Investec upgrades Merchants as it cuts dividend no-shows

(Update) Merchants fund manager Simon Gergel cuts companies that have been sluggish in resuming dividends while Investec upgrades the UK equity income trust after its rebound in the value rally.

With dividends down during the pandemic, Merchants (MRCH ) fund manager Simon Gergel has been ruthless in repositioning defensively and cutting stocks that he thinks will take too long to resume distributions.

The 132-year-old trust has increased its dividend for 39 consecutive years with the most recent year being no exception despite the onslaught of the coronavirus outbreak that stung performance.

The board proposed a final quarterly distribution of 6.8p, making a full-year dividend of 27.2p, with a 0.1% increase ensuring it maintained its nearly four decade record of unbroken increases that have seen the UK equity income trust become an Association of Investment Companies ‘dividend hero’.

Gergel said last year was ‘tough for markets and especially for dividends’ with a 38% decline in corporate earnings being reflected in a fall in pay-outs at around the same level.

Dividends that were suspended or cancelled are slowly being reinstated and Gergel said balance sheets are ‘better than we thought they might be’, but that doesn’t mean all dividends have bounced back. Gergel has had to re-evaluate his positions and shed some stocks in the £634m trust where he believes a return to normal levels of payments will not happen anytime soon.

He said he ‘repositioned the portfolio more defensively’ and prioritised income.

‘The first thing we did in the pandemic shock is realise we had a pro-cyclical position,’ he said.

‘When we had the Conservatives win a majority [in 2019] and we had a stable government with the ability to push through legislation, we thought the economy would do well but clearly that was too aggressive going up to the pandemic and we tried to be more defensive and bolster income.’

This defensive about-turn included buying Vodafone (VOD) and ditching events group Informa (INF).

Other stocks have been replaced due to structural concerns caused by the pandemic.

‘We sold high leverage businesses and where we thought [pandemic] changes to the business had been material, like Informa,’ he said. ‘Everyone has got used to doing things via Zoom and there will be fewer people at trade shows, so we decided to move out of that company.’

In that spirit, Gergel (pictured) switched out of engineer Senior (SNR), which specialises in aerospace engineering, as he was concerned about the impact travel bans will have on its ability to restart its dividend.

The group has made no decision about the fate of its payout and slumped to a loss of £177m in 2020 from a £62m profit the year before.

‘I would not say the dividend will not come back, it will eventually but it will be a long time before travel is back and Senior is back.

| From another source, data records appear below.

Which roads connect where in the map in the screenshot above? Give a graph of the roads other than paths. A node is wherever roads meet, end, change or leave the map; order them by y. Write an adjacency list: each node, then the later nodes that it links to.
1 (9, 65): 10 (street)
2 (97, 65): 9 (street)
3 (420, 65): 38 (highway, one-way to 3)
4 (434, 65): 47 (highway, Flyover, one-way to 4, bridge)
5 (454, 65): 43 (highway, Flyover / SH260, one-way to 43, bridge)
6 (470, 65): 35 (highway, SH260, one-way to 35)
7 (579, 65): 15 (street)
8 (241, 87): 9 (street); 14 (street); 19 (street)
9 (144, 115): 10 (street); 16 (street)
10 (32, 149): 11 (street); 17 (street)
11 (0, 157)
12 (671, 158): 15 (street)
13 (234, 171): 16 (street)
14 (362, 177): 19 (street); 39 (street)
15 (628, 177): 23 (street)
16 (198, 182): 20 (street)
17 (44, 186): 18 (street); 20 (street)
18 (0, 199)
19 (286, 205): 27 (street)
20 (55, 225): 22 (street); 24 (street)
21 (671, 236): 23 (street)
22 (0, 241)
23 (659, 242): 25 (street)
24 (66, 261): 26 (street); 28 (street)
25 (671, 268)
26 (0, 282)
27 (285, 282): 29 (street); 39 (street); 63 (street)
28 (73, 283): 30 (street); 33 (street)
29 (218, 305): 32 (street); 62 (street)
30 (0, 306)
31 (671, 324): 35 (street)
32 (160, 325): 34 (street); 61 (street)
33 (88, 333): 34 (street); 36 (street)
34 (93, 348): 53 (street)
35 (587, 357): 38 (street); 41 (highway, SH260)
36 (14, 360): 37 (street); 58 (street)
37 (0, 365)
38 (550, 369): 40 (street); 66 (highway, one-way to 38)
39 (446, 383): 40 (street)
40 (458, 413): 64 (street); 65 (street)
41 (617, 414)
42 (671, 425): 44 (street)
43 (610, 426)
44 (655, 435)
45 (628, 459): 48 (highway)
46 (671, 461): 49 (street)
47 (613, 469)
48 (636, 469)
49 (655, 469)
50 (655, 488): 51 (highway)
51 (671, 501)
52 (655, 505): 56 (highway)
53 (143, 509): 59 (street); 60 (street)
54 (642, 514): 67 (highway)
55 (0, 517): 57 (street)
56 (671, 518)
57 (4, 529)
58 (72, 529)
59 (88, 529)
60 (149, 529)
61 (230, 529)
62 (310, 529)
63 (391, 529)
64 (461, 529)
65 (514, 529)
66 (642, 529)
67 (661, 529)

That will be a long recovery,’ he said.

He said that the share price was ‘too depressed’ to sell in the early months of the pandemic but it ‘recovered well and we exited at a sensible price’.

Gergel has instead switched into engineering peer Meggitt (MGT) despites its equally poor showing last year. It cancelled its 2020 dividend after swinging to a pre-tax loss of £334m.

While Gergel admitted the businesses were similar, he was more optimistic about Meggitt due to its defence division.

For similar reasons to Senior, he has sold National Express (NEX), which has given the vague indication that it will reinstate its dividend when the UK economy improves.

‘It is a very strong business and it will recover but it will be quite a while before the dividend comes back to the level where it was before,’ he said.

While the vaccine announcement was a boost to value stocks and those that will benefit from a reopening trade, value manager Gergel is still being cautious.

‘We have seen pause in the growth-to-value rotation. It can go further because the polarisation [between growth and value] is still there and the trajectory for interest rates is probably up rather than down. It will continue but not at same pace,’ he said.

Investec impressed

That has not discouraged Investec analyst Alan Brierley (pictured), a long-standing bear on Merchants, who reversed his previous ‘sell’ stance to update it to a ‘hold’ after the full-year results.

Brierley has been encouraged by Merchants replacing its expensive, long-term debts, giving it more income to support its high 5.4% dividend yield and flexibility to pick growthier stocks, even as the ‘value’-style portfolio enjoyed the rotation away from growth stocks since November.

In the past six months, the shares have shot up 45%, way ahead of the FTSE All-Share’s 25%, generating almost half of the less impressive 109% total return over 10 years, which reflects how the trust was previously held back by its investment style and high borrowing costs.

‘The big question now is what comes next?’ Brierley asked in a note to investors, before giving his answer.

‘While history doesn’t repeat, we highlight that Merchants experienced a similar
explosive period of outperformance as markets embarked on their recovery phase in March 2009, and this continued, albeit at a more modest rate, until the summer of 2013, when the relative performance peaked.’